▶ **Instructions for the task**: The answer should consist of all the records, copied exactly.

Input data: Begin

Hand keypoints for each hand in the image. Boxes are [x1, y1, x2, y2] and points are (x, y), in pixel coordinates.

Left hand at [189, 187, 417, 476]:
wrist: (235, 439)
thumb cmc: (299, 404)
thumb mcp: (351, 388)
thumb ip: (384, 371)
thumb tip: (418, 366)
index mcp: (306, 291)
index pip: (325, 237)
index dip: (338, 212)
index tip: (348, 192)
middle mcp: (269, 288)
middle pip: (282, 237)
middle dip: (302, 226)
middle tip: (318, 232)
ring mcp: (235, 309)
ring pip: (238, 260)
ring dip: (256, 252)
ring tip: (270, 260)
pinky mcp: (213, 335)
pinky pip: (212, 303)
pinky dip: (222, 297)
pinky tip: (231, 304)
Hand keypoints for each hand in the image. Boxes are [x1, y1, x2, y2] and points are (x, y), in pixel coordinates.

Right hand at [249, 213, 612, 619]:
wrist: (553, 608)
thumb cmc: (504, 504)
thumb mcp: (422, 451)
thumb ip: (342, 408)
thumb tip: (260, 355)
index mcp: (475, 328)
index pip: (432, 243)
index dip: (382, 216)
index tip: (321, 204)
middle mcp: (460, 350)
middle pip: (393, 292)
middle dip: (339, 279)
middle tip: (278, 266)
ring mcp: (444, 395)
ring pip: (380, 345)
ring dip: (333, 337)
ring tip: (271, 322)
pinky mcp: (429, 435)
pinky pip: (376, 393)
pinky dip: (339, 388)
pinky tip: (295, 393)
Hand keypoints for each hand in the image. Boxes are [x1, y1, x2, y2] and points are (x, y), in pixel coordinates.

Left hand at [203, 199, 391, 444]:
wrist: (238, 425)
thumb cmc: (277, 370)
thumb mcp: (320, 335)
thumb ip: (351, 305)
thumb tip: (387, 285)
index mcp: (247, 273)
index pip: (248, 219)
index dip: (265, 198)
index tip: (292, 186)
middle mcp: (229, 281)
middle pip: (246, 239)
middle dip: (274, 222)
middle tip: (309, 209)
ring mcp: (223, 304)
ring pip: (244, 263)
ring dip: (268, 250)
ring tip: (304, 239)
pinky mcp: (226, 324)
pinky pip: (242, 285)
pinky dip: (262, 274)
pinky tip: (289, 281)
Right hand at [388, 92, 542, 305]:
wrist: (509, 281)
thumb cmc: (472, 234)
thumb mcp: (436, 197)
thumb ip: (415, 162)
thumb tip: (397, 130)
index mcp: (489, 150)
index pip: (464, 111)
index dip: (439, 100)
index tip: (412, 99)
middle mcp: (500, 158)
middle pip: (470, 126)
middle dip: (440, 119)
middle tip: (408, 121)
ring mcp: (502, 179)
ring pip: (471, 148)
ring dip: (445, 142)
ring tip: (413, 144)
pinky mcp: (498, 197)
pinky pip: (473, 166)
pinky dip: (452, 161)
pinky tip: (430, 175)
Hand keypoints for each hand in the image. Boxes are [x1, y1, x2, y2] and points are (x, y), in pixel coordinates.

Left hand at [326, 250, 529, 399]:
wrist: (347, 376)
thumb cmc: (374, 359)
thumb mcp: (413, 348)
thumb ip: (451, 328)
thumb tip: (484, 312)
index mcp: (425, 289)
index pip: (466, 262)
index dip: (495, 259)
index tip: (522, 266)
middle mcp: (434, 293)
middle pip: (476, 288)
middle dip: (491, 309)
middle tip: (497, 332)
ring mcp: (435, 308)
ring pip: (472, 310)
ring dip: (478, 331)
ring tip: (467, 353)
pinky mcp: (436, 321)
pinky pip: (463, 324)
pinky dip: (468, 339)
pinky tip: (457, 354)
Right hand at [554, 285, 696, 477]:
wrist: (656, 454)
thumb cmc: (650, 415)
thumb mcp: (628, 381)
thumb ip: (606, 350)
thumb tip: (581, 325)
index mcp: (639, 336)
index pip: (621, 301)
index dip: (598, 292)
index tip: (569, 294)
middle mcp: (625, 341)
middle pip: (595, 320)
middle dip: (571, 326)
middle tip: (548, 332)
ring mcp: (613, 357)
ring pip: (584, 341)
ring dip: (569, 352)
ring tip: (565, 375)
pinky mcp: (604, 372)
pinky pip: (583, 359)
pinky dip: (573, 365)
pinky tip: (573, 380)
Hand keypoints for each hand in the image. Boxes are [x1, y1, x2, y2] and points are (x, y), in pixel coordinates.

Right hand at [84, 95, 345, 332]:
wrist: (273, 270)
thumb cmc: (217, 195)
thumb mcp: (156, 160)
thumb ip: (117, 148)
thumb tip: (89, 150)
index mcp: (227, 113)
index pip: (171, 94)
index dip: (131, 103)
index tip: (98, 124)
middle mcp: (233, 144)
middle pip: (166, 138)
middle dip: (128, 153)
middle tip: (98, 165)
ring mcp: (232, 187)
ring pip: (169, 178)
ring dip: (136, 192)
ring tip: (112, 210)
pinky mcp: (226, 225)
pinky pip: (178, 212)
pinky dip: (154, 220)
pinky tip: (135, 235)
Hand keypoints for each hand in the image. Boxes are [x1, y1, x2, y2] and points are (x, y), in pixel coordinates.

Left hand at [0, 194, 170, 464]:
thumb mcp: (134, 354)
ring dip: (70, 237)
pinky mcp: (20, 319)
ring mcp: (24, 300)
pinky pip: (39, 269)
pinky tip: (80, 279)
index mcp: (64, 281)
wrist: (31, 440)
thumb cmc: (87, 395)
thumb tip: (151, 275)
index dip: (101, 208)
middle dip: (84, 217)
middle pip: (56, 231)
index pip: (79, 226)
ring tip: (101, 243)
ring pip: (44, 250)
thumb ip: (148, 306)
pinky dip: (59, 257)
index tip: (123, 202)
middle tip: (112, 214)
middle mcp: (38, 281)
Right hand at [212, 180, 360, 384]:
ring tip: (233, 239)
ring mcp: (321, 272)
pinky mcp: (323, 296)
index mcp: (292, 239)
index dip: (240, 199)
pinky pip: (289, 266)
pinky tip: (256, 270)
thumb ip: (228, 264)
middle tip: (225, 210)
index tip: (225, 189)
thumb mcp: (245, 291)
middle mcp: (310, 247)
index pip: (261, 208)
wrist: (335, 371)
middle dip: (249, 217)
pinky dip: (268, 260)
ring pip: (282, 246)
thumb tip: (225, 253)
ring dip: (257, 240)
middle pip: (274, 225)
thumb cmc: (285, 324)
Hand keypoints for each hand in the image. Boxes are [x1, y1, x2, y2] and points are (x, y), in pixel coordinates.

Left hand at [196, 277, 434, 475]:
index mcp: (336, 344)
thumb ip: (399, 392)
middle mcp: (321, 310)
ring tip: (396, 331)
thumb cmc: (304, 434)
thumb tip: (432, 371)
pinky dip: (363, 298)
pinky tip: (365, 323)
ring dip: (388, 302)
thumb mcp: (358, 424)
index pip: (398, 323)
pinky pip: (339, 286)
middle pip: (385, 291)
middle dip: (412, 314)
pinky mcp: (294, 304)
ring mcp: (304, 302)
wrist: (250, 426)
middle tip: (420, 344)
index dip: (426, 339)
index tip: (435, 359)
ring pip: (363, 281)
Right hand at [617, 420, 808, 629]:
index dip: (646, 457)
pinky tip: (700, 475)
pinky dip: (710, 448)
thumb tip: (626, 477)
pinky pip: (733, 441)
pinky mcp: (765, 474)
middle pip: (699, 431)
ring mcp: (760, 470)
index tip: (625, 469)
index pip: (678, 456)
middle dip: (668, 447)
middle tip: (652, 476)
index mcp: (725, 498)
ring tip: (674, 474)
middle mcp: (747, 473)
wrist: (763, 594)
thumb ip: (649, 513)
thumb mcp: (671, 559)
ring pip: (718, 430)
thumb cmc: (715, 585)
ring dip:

Input data: End

▶ **Answer section**:
Hand keypoints for each hand in the image. Boxes are [x1, y1, x2, y2] and points are (x, y), in pixel coordinates.

Left hand at [189, 187, 417, 476]:
wrist: (235, 439)
thumb cmc: (299, 404)
thumb mcp: (351, 388)
thumb ip: (384, 371)
thumb tip: (418, 366)
index mcp: (306, 291)
index pip: (325, 237)
index dip: (338, 212)
index tip: (348, 192)
middle mcp: (269, 288)
middle pip: (282, 237)
middle dip: (302, 226)
middle tip: (318, 232)
ring mcp: (235, 309)
ring pip: (238, 260)
ring dip: (256, 252)
ring tip: (270, 260)
pinky mcp: (213, 335)
pinky pip: (212, 303)
pinky dip: (222, 297)
pinky tip: (231, 304)
Hand keypoints for each hand in the image. Boxes are [x1, y1, x2, y2] and points are (x, y), in pixel coordinates.

Right hand at [249, 213, 612, 619]:
wrist: (553, 608)
thumb cmc: (504, 504)
thumb mcp: (422, 451)
thumb ip: (342, 408)
thumb tip: (260, 355)
index mcp: (475, 328)
index pip: (432, 243)
index dip: (382, 216)
index tip: (321, 204)
middle mcp: (460, 350)
middle pip: (393, 292)
middle dip: (339, 279)
middle tip: (278, 266)
ring mcp: (444, 395)
ring pip: (380, 345)
ring dip: (333, 337)
ring tip: (271, 322)
pinky mcp: (429, 435)
pinky pip: (376, 393)
pinky dip: (339, 388)
pinky tip: (295, 393)
Hand keypoints for each hand in the image. Boxes are [x1, y1, x2, y2] and points are (x, y), in pixel coordinates.

Left hand at [203, 199, 391, 444]:
wrist: (238, 425)
thumb cmc: (277, 370)
thumb mcp: (320, 335)
thumb ip: (351, 305)
thumb tip: (387, 285)
index mcp: (247, 273)
index pip: (248, 219)
index dip: (265, 198)
index tip: (292, 186)
middle mcp: (229, 281)
middle pip: (246, 239)
middle dip: (274, 222)
middle tip: (309, 209)
ring mcp: (223, 304)
ring pip: (244, 263)
ring dip: (268, 250)
ring tip: (304, 239)
pinky mcp: (226, 324)
pinky pip: (242, 285)
pinky dip: (262, 274)
pinky tip: (289, 281)
Right hand at [388, 92, 542, 305]:
wrist: (509, 281)
thumb cmc: (472, 234)
thumb mcp: (436, 197)
thumb ip: (415, 162)
thumb tip: (397, 130)
index mcp: (489, 150)
index pip: (464, 111)
index dip: (439, 100)
index tip: (412, 99)
middle mcp: (500, 158)
middle pip: (470, 126)
middle dip: (440, 119)
middle tip: (408, 121)
ring mcp: (502, 179)
ring pip: (471, 148)
ring dip: (445, 142)
ring tip: (413, 144)
pinky mcp: (498, 197)
pinky pip: (473, 166)
pinky dip: (452, 161)
pinky tip: (430, 175)
Hand keypoints for each hand in the image. Boxes are [x1, y1, x2, y2] and points are (x, y), in pixel coordinates.

Left hand at [326, 250, 529, 399]:
wrist: (347, 376)
thumb cmc: (374, 359)
thumb mcp: (413, 348)
thumb ip: (451, 328)
thumb tip: (484, 312)
index mcp: (425, 289)
index pip: (466, 262)
index dip: (495, 259)
index tip: (522, 266)
middle mcp: (434, 293)
middle pip: (476, 288)
middle dip: (491, 309)
middle tip: (497, 332)
ring mcp: (435, 308)
ring pip: (472, 310)
ring dip: (478, 331)
ring tip: (467, 353)
pinky mcp: (436, 321)
pinky pip: (463, 324)
pinky dip: (468, 339)
pinky tip: (457, 354)
Right hand at [554, 285, 696, 477]:
wrist: (656, 454)
thumb cmc: (650, 415)
thumb mcp: (628, 381)
thumb ip: (606, 350)
thumb tip: (581, 325)
index mcp: (639, 336)
index pip: (621, 301)
index dip: (598, 292)
index tip: (569, 294)
middle mcp: (625, 341)
middle pip: (595, 320)
middle dip: (571, 326)
middle tip: (548, 332)
ring mcp: (613, 357)
ring pip: (584, 341)
ring dip: (569, 352)
ring tip: (565, 375)
pinky mcp: (604, 372)
pinky pip: (583, 359)
pinky dip: (573, 365)
pinky tip: (573, 380)
Hand keypoints for each hand in the image. Boxes are [x1, y1, x2, y2] and points are (x, y), in pixel coordinates.

Right hand at [84, 95, 345, 332]:
wrist: (273, 270)
thumb cmc: (217, 195)
thumb mcp: (156, 160)
thumb ip: (117, 148)
thumb tip: (89, 150)
index mcp: (227, 113)
index pip: (171, 94)
index dip: (131, 103)
index tip: (98, 124)
middle mcp: (233, 144)
middle pip: (166, 138)
middle dip: (128, 153)
middle tip: (98, 165)
ring mcp: (232, 187)
ring pip: (169, 178)
ring dip: (136, 192)
ring tip: (112, 210)
pinky mcp: (226, 225)
pinky pip: (178, 212)
pinky dip: (154, 220)
pinky tip: (135, 235)
Hand keypoints for each hand in the image. Boxes are [x1, y1, x2, y2] and points are (x, y), in pixel coordinates.

Left hand at [0, 194, 170, 464]:
thumb mcp: (134, 354)
ring dip: (70, 237)
pinky mcp: (20, 319)
ring mcp: (24, 300)
pinky pip: (39, 269)
pinky tip: (80, 279)
index mcp: (64, 281)
wrist: (31, 440)
thumb cmc: (87, 395)
thumb tip: (151, 275)
index dip: (101, 208)
middle dip: (84, 217)
middle pip: (56, 231)
index pip: (79, 226)
ring tip: (101, 243)
ring pip: (44, 250)
thumb ip: (148, 306)
pinky dip: (59, 257)
index tip: (123, 202)
middle tip: (112, 214)
middle mcp: (38, 281)
Right hand at [212, 180, 360, 384]:
ring tip: (233, 239)
ring mcp: (321, 272)
pinky mcp: (323, 296)
index mcp: (292, 239)
index dip: (240, 199)
pinky pip: (289, 266)
pinky tip: (256, 270)
thumb ip: (228, 264)
middle tip: (225, 210)
index tip: (225, 189)
thumb mcp: (245, 291)
middle mcp: (310, 247)
index pip: (261, 208)
wrist: (335, 371)
middle dip: (249, 217)
pinky dip: (268, 260)
ring pip: (282, 246)
thumb tip: (225, 253)
ring dip: (257, 240)
middle pip: (274, 225)
thumb cmc: (285, 324)
Hand keypoints for each hand in the image. Boxes are [x1, y1, x2, y2] and points are (x, y), in pixel coordinates.

Left hand at [196, 277, 434, 475]:
index mcp: (336, 344)
thumb ip: (399, 392)
middle mcp: (321, 310)
ring tip: (396, 331)
thumb cmc: (304, 434)
thumb tip: (432, 371)
pinky dip: (363, 298)
pinky tip: (365, 323)
ring dip: (388, 302)
thumb mcp: (358, 424)
index pip: (398, 323)
pinky pip: (339, 286)
middle pip: (385, 291)
middle dip: (412, 314)
pinky mcp: (294, 304)
ring mcp: (304, 302)
wrist: (250, 426)
middle tip: (420, 344)
index dip: (426, 339)
index tip: (435, 359)
ring pip: (363, 281)
Right hand at [617, 420, 808, 629]:
index dip: (646, 457)
pinky tip: (700, 475)
pinky dip: (710, 448)
thumb tip: (626, 477)
pinky pip: (733, 441)
pinky mcp: (765, 474)
middle pip: (699, 431)
ring mcp: (760, 470)
index tip: (625, 469)
index pip: (678, 456)
middle dip: (668, 447)
middle tip: (652, 476)
index mcp: (725, 498)
ring tip: (674, 474)
middle mcp: (747, 473)
wrist: (763, 594)
thumb ip: (649, 513)
thumb mcp: (671, 559)
ring pip: (718, 430)
thumb cmc: (715, 585)
ring dip:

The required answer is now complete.